*Source data*:
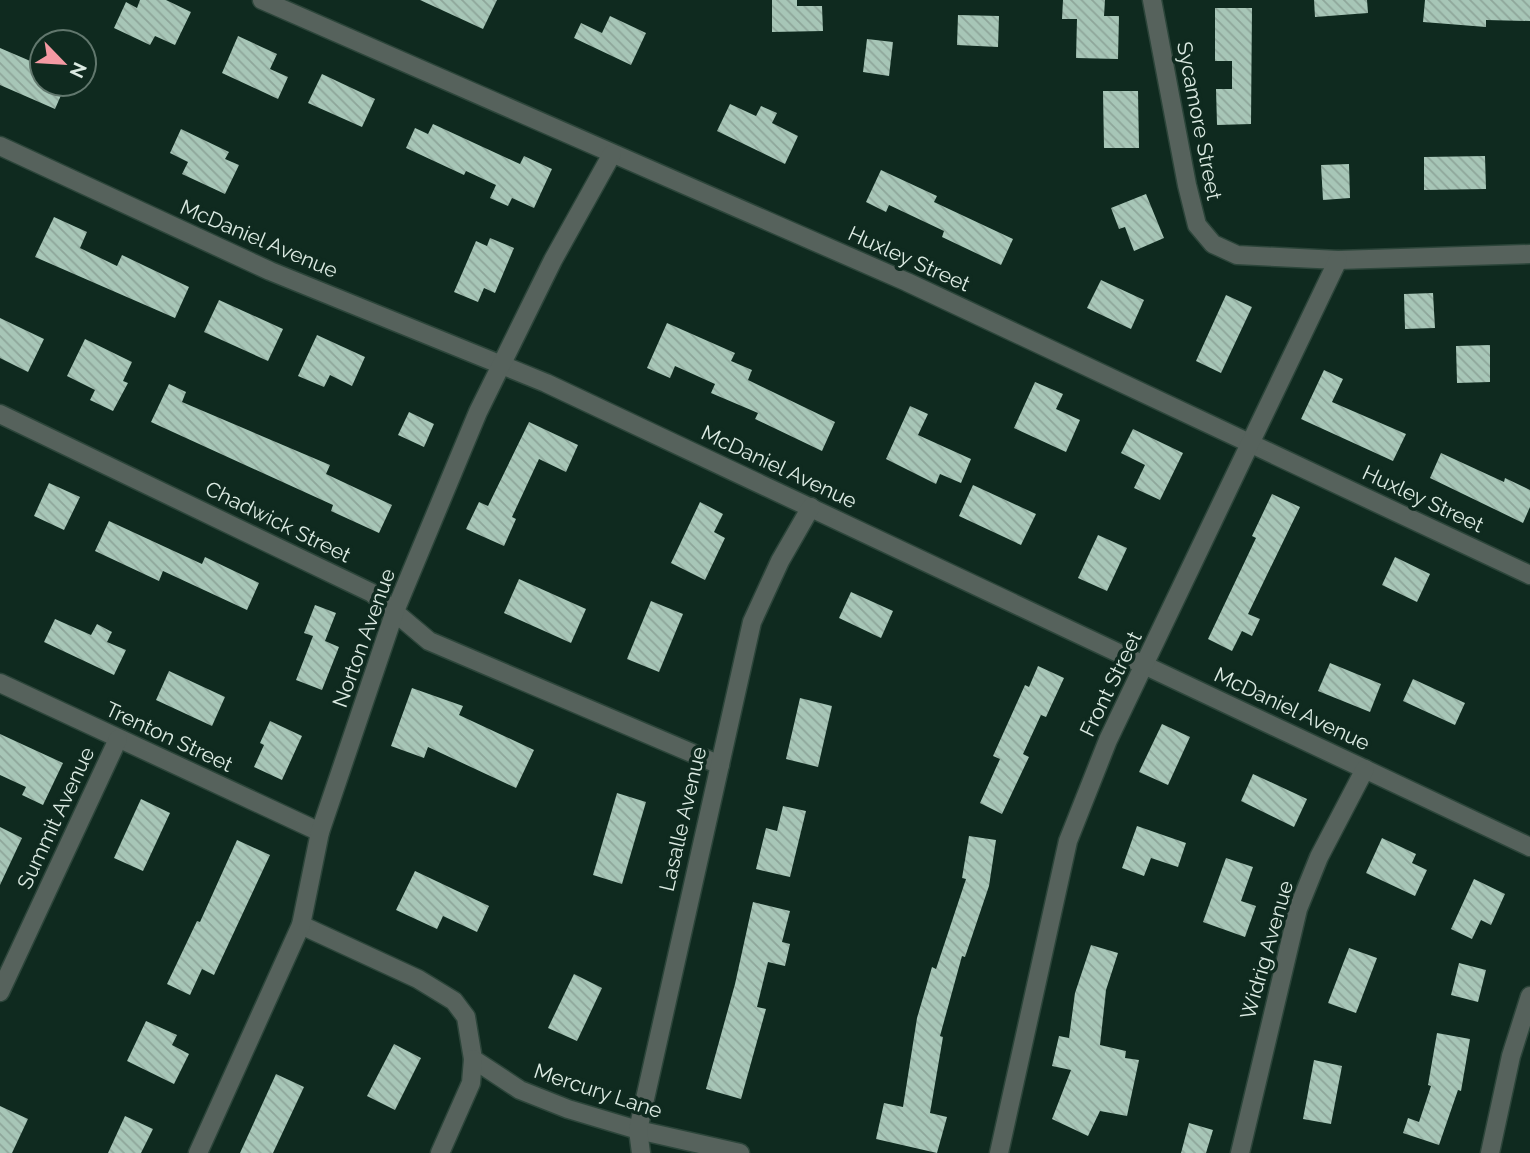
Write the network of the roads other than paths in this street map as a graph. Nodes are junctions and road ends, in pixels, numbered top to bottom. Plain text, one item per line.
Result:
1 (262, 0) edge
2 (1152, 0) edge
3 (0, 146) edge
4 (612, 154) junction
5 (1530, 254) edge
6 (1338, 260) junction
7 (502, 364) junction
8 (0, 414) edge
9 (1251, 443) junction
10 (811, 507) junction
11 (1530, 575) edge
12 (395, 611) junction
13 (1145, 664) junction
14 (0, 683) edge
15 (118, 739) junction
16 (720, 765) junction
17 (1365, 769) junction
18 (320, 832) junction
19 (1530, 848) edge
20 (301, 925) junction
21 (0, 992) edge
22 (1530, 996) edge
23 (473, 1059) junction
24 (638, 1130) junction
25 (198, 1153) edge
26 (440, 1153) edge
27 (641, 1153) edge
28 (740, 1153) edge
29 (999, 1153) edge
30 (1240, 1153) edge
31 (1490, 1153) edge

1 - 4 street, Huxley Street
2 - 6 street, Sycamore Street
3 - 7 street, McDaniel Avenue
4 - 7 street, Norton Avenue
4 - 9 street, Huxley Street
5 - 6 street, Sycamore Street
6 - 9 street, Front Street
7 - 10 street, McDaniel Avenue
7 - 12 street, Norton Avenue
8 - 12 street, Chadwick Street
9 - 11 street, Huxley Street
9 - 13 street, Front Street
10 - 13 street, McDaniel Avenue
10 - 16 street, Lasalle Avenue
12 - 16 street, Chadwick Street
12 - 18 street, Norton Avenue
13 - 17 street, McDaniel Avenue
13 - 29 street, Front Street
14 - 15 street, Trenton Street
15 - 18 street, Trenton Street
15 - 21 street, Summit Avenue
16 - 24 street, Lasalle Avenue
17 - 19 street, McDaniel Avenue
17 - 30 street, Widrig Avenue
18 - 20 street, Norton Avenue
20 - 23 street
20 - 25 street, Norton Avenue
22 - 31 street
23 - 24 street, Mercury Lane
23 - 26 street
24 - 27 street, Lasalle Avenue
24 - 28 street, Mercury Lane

---

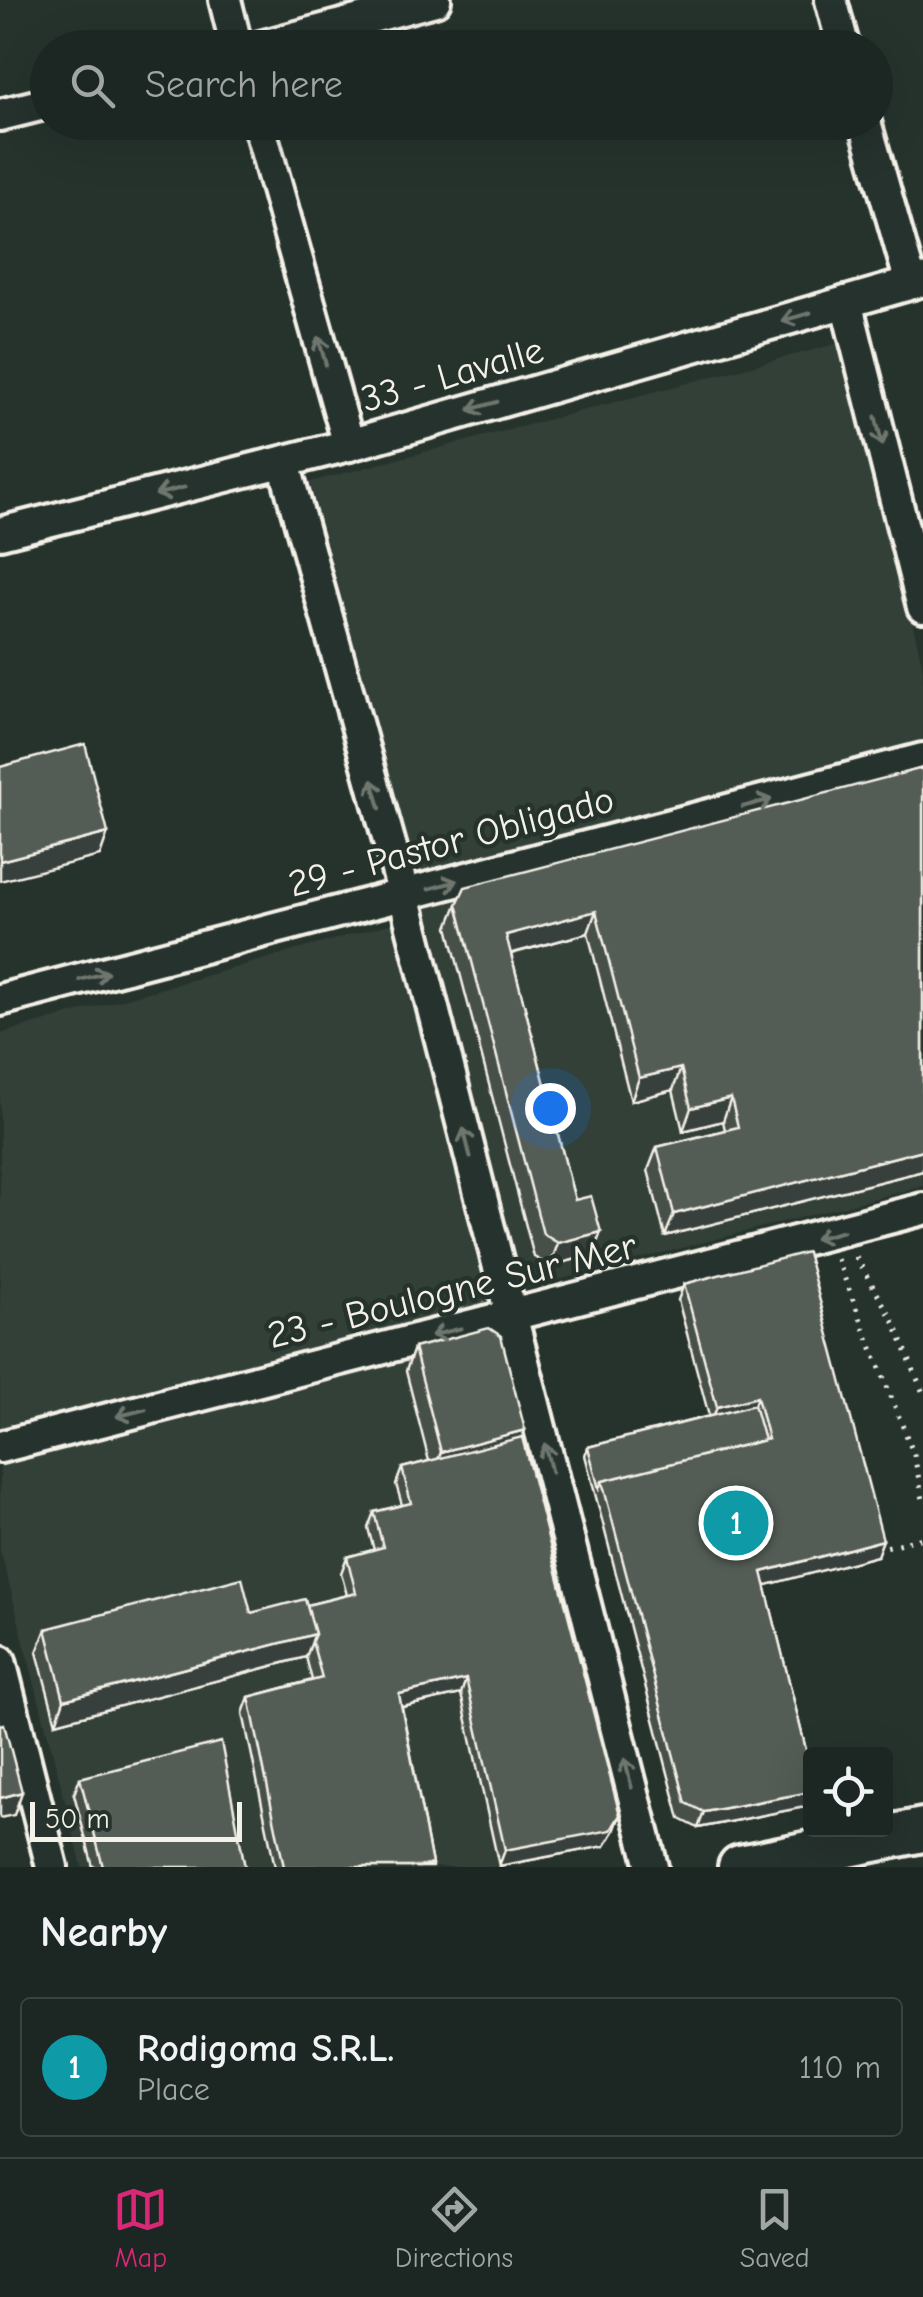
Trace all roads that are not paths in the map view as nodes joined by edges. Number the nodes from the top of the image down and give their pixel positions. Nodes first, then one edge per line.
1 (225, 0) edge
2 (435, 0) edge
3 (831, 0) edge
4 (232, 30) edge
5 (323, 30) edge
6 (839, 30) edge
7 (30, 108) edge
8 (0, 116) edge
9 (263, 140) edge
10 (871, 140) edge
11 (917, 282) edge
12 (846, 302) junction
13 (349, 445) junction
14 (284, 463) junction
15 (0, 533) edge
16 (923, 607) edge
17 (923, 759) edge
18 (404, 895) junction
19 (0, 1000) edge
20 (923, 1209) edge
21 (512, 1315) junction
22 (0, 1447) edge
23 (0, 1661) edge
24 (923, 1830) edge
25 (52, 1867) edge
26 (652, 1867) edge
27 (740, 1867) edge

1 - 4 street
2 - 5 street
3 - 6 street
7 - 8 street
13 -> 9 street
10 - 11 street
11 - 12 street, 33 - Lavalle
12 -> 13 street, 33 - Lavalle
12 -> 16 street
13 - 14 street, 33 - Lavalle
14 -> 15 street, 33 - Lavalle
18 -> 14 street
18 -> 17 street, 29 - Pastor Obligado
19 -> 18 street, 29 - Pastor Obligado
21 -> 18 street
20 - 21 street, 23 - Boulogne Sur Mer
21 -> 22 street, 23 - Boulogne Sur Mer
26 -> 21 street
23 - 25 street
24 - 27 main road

*What to produce*:
Across all the entries above, how many lines hold the word "Lavalle"? Answer with the number only.

*Output below*:
4